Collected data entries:
BEGIN
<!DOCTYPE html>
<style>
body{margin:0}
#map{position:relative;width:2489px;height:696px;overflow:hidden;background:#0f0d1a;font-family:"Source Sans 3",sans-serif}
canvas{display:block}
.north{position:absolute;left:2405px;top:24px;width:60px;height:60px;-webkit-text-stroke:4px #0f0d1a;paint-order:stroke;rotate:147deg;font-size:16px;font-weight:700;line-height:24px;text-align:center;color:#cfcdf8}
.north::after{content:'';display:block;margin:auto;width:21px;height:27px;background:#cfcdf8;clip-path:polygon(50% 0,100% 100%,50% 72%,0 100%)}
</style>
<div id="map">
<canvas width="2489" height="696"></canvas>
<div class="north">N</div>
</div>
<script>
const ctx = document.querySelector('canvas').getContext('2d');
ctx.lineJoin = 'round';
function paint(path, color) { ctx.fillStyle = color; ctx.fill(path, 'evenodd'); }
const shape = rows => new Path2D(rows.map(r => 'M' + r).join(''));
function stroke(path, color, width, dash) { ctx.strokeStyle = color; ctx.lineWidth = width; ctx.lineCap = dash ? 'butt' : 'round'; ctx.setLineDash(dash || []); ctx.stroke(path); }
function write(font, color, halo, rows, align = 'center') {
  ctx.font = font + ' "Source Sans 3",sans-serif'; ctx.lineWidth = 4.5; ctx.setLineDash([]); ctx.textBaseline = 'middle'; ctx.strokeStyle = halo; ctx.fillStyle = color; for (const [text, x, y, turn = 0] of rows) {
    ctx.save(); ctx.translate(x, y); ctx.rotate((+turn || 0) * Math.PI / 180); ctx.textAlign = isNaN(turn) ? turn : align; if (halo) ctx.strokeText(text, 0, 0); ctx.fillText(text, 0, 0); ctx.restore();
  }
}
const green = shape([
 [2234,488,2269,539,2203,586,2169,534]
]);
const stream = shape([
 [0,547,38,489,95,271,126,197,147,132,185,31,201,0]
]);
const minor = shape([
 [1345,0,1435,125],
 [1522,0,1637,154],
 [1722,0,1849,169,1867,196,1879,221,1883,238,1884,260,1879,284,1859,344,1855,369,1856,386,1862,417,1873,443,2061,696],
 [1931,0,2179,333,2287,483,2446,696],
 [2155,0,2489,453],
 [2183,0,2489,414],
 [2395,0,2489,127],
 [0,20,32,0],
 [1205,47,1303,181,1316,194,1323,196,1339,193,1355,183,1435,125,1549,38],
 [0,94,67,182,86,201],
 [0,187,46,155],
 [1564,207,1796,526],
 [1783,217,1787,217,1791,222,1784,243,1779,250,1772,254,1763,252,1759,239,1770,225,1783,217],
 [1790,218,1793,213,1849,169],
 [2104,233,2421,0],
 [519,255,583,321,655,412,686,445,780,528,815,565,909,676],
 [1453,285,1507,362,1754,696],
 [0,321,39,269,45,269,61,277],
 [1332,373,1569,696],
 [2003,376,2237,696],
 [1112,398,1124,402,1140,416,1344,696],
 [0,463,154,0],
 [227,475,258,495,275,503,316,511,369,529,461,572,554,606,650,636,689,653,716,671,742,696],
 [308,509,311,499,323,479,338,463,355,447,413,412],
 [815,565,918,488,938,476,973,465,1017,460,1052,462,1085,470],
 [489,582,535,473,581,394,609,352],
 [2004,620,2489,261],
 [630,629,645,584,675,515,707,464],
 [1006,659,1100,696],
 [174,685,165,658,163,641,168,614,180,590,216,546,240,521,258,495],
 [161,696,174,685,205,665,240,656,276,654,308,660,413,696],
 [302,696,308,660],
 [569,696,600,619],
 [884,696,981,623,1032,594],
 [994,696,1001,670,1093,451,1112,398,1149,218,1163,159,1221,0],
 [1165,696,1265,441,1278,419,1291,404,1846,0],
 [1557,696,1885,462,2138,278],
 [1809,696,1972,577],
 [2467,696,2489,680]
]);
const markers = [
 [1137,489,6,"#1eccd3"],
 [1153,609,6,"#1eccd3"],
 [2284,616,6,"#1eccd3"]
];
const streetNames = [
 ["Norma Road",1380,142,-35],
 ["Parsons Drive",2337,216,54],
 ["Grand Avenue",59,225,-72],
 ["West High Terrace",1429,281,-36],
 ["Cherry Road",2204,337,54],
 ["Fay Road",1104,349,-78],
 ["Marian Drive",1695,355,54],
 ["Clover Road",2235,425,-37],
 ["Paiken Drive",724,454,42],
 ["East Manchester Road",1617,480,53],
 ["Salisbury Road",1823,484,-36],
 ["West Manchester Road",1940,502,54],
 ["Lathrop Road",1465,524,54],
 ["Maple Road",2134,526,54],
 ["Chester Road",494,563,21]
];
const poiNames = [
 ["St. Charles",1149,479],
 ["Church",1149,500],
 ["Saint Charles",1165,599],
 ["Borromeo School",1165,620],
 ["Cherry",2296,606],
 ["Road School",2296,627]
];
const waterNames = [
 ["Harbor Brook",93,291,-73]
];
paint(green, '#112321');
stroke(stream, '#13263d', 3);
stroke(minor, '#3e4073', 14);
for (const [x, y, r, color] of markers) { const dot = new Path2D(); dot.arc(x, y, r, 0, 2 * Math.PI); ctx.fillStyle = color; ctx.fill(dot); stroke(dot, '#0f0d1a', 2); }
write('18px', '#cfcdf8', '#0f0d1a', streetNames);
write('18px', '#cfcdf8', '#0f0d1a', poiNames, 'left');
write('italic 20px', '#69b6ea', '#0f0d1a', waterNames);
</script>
END
TRY IT: Where "center" occurs in a line of the data above, count that line. Give the final count and no other words.

RESULT: 2